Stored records
##############################
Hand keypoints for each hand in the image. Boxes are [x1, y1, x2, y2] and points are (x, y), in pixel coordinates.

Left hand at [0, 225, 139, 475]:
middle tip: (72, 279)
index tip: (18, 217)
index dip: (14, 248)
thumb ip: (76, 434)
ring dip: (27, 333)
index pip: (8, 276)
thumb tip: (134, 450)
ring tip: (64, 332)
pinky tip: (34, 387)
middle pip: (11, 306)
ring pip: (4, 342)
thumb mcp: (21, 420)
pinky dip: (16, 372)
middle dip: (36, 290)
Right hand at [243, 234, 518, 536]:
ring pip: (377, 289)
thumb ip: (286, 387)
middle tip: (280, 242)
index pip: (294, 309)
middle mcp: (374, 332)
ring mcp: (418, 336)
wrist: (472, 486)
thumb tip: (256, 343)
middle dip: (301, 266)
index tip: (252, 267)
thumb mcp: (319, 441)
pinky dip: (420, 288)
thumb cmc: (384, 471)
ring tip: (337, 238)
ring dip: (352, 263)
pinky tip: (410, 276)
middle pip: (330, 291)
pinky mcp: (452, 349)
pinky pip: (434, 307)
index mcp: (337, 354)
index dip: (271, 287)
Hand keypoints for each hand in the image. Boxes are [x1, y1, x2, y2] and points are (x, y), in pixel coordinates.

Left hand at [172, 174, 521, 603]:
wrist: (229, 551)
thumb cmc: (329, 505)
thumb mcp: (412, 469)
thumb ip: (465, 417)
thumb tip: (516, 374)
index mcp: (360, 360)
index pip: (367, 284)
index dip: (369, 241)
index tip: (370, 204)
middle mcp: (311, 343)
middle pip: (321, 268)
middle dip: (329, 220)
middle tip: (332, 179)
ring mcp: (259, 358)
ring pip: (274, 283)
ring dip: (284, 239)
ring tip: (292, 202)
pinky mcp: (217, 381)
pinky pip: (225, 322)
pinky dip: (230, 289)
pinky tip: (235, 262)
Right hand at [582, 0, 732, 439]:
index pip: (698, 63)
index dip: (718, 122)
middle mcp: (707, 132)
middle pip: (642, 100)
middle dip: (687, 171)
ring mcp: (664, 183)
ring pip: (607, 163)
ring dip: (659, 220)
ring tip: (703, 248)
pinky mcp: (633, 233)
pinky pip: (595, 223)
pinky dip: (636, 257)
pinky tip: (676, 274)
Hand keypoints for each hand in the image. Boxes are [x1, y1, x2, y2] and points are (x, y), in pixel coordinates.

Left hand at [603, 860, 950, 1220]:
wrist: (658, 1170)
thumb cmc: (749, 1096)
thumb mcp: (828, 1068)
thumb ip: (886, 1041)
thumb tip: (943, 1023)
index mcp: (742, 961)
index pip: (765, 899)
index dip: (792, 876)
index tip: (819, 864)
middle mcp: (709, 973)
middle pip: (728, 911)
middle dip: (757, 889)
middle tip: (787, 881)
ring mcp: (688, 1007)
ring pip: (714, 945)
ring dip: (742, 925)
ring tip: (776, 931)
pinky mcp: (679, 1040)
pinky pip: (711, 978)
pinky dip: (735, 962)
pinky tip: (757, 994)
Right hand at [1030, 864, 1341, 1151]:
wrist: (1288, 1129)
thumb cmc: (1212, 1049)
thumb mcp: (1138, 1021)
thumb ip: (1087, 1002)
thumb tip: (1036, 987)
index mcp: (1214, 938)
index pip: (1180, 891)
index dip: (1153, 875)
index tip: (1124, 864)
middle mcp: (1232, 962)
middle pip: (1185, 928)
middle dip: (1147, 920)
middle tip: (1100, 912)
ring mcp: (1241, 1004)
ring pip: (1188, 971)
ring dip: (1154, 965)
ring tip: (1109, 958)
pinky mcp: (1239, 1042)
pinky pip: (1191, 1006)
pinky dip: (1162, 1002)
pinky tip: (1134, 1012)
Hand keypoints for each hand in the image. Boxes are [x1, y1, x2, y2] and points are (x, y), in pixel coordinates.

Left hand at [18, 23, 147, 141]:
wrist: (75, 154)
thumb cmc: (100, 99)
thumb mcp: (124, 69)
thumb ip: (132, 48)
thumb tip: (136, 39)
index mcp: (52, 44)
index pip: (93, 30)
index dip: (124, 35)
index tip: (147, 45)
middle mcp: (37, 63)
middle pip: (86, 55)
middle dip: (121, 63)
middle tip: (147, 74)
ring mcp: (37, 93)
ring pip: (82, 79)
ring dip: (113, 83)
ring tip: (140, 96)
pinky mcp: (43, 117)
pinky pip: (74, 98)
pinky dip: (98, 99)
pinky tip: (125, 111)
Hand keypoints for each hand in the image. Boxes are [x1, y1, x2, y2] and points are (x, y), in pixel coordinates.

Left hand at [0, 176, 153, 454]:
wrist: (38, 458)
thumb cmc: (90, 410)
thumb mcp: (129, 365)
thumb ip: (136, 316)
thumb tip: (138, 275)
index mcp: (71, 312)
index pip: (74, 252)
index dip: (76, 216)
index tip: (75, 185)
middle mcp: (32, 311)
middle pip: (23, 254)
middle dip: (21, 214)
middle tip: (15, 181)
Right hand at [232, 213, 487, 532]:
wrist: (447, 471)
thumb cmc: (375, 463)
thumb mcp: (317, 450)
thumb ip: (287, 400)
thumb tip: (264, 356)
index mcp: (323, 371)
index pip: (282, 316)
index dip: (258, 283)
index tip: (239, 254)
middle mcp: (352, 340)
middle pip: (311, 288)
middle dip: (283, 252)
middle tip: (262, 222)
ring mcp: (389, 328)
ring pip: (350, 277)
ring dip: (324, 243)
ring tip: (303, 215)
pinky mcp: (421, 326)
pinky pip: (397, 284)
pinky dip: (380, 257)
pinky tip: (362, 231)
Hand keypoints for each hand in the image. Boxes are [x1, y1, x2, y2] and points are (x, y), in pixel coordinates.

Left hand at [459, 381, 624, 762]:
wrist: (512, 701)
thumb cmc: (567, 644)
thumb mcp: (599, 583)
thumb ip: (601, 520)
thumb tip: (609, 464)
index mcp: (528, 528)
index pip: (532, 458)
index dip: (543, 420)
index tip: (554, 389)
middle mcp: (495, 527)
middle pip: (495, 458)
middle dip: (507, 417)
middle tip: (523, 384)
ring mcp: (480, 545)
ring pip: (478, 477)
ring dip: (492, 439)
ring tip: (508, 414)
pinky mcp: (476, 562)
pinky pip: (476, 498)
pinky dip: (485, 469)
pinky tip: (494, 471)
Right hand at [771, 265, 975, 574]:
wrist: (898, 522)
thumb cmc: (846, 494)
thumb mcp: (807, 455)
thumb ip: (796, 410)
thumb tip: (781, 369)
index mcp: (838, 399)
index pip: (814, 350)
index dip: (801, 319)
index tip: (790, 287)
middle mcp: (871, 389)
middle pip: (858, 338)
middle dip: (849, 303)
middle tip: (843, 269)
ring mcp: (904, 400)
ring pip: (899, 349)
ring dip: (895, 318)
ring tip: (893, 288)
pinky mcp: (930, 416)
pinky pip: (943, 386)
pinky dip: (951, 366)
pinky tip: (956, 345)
##############################
Work task: Set out exactly the lines from the one bearing "ring mcp: (389, 328)" through the end of the data, including both ends and omitting all others.

Your solution:
ring mcp: (389, 328)
ring pip: (350, 277)
ring dip: (324, 243)
ring tip: (303, 215)
pinky mcp: (421, 326)
pinky pip: (397, 284)
pinky dip: (380, 257)
pinky tip: (362, 231)
Hand keypoints for each hand in the image. Boxes are [x1, y1, x2, y2] and points are (x, y), in pixel coordinates.

Left hand at [459, 381, 624, 762]:
wrist: (512, 701)
thumb cmc: (567, 644)
thumb mcp: (599, 583)
thumb ip: (601, 520)
thumb tip: (609, 464)
index mcp: (528, 528)
index pip: (532, 458)
index dip: (543, 420)
index tip: (554, 389)
middle mcp: (495, 527)
middle pip: (495, 458)
middle dip: (507, 417)
middle tip: (523, 384)
ring mcp: (480, 545)
ring pip: (478, 477)
ring dip: (492, 439)
ring tip: (508, 414)
pinky mcp: (476, 562)
pinky pip: (476, 498)
pinky dip: (485, 469)
pinky tip: (494, 471)
Right hand at [771, 265, 975, 574]:
wrist: (898, 522)
thumb cmc: (846, 494)
thumb mcp: (807, 455)
thumb ip: (796, 410)
thumb tip: (781, 369)
index mcp: (838, 399)
index pip: (814, 350)
index dip: (801, 319)
index tip: (790, 287)
middle mcp: (871, 389)
middle pip: (858, 338)
middle dip: (849, 303)
middle tip: (843, 269)
ring mcp: (904, 400)
ring pip: (899, 349)
ring dip: (895, 318)
ring tip: (893, 288)
pinky mcp: (930, 416)
pinky pip: (943, 386)
pinky dip: (951, 366)
pinky tip: (956, 345)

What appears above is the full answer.